Still, there’s no getting away from the fact she’s been kicked in the guts and isn’t yet rebuilt, even if as with Lindi Ortega, whose voice hers somewhat resembles, you sometimes have to look at contradictory evidence. For example, Bruce can be murmuring almost passively when ostensibly defiant, as in the Fleetwood Mac-meets-Bat For Lashes Logan Beach and the dappled light jangle of Rearview, yet sound breezily optimistic when the hardly hidden subtext is almost pleading, as in another song that looks to a California pop past, I Can’t Be That Easy.
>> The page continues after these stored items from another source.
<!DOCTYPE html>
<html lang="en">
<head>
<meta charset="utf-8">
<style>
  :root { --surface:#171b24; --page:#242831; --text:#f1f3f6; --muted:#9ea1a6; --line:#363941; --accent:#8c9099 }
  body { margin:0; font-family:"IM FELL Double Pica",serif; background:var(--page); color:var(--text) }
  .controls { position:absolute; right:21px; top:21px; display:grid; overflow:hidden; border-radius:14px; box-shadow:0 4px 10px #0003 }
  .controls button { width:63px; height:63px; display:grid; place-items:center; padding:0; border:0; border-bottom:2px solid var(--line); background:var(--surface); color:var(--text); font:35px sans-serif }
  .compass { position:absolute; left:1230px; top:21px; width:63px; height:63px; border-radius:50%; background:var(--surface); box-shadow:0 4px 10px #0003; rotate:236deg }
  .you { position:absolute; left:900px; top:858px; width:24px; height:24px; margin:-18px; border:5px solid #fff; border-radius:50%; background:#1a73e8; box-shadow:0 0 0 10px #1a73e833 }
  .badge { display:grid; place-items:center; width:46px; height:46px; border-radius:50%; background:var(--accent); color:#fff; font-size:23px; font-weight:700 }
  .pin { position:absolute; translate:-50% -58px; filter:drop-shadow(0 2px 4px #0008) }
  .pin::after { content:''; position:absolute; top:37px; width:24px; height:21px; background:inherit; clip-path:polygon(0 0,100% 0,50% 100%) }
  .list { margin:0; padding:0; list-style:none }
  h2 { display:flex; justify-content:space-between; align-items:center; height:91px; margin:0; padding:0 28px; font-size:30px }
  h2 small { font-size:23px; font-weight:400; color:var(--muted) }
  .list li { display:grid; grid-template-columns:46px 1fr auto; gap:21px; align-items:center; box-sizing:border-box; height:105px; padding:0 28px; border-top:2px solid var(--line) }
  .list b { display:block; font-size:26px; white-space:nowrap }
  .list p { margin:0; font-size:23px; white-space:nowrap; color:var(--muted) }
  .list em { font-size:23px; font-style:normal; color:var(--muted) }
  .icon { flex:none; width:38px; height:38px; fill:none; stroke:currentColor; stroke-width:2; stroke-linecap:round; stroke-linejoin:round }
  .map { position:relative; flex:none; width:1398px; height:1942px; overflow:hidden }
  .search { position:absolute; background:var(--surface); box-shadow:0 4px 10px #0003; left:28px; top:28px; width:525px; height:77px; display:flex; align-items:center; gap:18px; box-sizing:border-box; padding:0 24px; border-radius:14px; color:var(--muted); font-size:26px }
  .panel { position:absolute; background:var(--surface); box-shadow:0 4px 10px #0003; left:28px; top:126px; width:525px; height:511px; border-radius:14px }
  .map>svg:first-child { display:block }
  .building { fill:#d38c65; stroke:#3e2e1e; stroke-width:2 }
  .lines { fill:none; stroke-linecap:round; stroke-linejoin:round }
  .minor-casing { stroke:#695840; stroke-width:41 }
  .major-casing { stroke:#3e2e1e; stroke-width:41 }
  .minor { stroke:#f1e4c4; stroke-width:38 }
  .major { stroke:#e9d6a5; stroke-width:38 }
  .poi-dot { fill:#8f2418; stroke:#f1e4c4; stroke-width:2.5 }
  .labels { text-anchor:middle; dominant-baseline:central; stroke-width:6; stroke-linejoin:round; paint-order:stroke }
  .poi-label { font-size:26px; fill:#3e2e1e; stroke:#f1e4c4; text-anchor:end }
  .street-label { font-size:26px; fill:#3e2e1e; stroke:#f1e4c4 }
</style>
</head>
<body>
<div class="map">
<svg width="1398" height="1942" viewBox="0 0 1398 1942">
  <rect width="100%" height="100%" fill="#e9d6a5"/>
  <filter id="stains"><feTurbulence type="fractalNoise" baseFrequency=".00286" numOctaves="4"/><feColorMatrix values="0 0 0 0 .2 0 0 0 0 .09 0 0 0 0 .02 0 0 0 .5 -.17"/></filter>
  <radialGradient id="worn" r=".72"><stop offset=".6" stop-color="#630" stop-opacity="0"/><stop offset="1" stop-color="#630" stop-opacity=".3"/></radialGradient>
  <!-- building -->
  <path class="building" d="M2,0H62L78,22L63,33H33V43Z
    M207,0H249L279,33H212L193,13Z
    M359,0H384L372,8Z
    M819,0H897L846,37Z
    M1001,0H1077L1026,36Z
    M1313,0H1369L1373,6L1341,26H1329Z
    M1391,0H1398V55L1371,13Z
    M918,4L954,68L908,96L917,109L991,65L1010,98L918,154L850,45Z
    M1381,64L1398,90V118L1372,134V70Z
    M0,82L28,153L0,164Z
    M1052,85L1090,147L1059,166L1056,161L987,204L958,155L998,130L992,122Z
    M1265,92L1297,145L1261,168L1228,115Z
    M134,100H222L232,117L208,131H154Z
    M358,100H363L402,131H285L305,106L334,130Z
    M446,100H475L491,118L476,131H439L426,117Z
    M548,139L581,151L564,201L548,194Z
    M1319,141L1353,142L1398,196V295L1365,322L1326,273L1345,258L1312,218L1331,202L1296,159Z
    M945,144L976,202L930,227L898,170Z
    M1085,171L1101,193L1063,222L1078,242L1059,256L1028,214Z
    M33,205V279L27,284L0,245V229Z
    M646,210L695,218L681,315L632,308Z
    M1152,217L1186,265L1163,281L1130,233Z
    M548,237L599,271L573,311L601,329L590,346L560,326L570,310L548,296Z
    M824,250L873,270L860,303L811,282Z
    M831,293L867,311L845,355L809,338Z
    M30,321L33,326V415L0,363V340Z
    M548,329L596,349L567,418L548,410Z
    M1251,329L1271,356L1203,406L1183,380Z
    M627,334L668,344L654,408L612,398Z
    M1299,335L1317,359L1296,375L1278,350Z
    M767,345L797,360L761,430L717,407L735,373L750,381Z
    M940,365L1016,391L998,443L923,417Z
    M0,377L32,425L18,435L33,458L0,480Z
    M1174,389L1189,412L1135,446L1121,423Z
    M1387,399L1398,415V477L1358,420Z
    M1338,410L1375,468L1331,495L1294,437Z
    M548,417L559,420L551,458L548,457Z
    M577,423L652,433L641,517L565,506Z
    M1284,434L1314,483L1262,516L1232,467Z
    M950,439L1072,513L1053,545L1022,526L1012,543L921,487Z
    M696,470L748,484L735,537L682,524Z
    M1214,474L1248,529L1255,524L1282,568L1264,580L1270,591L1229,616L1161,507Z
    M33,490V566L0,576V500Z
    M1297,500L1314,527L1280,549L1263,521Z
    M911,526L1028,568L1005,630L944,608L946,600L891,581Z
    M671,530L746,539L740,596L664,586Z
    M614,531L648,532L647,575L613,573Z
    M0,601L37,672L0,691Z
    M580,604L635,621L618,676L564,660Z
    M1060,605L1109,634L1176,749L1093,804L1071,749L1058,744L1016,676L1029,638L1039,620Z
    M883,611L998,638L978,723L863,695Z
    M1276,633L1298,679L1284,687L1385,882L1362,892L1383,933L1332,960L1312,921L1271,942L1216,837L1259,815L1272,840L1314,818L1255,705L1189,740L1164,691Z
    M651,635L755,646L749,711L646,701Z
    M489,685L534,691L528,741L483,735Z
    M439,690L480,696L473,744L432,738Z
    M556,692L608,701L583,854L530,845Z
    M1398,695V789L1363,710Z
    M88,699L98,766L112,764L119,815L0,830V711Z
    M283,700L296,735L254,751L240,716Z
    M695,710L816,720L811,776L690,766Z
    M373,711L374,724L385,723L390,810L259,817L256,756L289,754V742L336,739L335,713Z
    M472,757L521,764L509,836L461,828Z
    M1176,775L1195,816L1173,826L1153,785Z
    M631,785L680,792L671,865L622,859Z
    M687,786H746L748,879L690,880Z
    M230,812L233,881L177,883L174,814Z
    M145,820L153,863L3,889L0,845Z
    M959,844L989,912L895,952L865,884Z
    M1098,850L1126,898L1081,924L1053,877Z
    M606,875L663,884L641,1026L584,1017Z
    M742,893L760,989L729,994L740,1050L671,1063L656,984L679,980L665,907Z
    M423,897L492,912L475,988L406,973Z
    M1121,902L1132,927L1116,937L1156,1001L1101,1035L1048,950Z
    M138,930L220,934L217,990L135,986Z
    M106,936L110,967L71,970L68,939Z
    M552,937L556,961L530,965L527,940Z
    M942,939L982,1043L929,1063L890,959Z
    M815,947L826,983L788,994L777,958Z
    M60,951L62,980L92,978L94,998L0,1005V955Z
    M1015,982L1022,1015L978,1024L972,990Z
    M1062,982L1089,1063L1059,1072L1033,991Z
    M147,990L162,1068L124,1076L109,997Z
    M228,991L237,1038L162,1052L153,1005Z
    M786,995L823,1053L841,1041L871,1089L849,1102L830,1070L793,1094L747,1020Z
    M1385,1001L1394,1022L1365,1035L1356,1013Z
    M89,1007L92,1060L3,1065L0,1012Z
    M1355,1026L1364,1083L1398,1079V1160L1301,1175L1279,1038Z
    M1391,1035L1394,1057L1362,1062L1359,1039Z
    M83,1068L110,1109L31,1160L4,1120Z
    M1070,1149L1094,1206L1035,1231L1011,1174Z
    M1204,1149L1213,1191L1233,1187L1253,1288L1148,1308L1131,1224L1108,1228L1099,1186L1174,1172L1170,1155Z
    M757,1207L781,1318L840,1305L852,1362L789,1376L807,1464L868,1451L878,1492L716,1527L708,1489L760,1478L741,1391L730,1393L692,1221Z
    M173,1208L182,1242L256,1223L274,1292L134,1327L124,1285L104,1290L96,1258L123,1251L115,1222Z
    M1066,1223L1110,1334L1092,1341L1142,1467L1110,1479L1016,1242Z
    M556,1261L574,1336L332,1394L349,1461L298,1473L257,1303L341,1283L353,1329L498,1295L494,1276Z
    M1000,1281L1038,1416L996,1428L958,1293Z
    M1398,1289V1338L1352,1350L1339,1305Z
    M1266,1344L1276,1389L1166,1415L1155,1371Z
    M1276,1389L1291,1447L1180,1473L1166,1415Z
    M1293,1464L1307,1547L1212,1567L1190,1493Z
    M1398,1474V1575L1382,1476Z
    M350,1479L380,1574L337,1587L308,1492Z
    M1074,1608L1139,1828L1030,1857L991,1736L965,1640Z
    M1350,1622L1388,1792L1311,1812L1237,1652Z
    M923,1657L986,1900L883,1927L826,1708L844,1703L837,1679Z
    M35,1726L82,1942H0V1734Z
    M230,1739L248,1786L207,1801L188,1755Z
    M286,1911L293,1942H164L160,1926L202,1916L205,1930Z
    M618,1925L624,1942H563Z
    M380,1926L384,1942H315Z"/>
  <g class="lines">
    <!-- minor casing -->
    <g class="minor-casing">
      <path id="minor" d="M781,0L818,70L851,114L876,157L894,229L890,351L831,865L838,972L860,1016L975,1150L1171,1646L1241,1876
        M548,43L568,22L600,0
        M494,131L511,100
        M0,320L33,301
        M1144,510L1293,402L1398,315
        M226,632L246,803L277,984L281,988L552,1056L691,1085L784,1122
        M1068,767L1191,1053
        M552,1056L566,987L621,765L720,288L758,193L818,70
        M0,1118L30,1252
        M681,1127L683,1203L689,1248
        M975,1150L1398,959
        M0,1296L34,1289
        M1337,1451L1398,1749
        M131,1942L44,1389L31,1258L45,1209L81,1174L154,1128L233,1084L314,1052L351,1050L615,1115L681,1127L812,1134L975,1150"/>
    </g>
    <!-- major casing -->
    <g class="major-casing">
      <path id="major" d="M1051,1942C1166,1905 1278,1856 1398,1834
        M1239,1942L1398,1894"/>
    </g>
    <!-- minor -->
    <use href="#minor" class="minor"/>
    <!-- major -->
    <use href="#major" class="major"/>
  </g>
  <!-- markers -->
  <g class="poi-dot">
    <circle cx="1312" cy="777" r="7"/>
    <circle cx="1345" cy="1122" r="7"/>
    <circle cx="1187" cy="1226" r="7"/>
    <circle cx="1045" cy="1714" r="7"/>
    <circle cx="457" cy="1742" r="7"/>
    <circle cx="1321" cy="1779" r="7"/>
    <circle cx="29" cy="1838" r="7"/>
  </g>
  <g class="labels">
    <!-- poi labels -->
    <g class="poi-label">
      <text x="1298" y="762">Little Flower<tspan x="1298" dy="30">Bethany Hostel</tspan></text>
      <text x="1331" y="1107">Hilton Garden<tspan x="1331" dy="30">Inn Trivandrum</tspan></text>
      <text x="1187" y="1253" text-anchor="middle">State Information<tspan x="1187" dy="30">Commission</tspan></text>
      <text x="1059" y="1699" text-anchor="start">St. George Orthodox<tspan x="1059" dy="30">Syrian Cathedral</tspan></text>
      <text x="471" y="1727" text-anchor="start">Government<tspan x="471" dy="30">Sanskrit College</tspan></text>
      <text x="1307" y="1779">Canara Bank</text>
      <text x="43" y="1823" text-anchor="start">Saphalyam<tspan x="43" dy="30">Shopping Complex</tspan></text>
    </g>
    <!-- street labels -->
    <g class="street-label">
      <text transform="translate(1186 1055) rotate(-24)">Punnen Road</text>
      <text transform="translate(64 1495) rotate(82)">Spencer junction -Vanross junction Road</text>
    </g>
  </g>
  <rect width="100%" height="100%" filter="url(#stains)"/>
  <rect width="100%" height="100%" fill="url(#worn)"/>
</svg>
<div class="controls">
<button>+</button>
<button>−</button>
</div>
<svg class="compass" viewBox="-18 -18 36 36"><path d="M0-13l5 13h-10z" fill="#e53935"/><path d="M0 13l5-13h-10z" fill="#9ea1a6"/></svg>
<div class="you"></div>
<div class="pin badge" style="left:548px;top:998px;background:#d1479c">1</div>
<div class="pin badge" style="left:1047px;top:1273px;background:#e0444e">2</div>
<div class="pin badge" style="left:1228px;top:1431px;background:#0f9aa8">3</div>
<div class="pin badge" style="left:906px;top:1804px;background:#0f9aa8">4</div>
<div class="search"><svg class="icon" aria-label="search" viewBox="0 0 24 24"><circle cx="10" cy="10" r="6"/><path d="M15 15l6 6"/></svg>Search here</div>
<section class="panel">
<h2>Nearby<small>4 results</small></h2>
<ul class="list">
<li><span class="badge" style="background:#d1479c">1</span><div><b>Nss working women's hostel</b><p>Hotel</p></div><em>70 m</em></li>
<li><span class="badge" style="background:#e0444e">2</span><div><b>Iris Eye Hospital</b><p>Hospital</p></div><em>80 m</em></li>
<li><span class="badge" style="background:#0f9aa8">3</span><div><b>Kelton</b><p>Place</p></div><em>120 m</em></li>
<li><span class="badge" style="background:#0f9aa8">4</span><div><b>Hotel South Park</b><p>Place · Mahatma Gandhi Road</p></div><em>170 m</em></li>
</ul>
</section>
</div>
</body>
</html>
Or there’s the way Revive, which is almost pared to outright simplicity in its looped keyboard groove for its first two minutes before hinting at a Lindsey Buckingham flourish in its denouement, projects positivity in unlikely circumstances, while Wild One, barely moving on a barebones rhythm box, rudimentary acoustic and a small splash of high synths, feels like some lost astral folk recording made by a small town country singer but actually declares itself accepting of, or maybe indifferent to, fate’s turn.

Bruce’s debut has been, as good debuts often are, over-praised: its qualities amplified by the relative youth and rawness, and its flaws downplayed in the shadow of freshness. There’s more room for these melodies to grow, or be given air to grow, for a start, and a song such as Angel Face, with its foray into full ‘80s grand atmosphere, shows minimalism won’t always be her default but maybe just one of her tools.

Nonetheless, this is an album offering real pleasures and I’d be with Polonius wishing that the wind sits in the shoulder of her sail.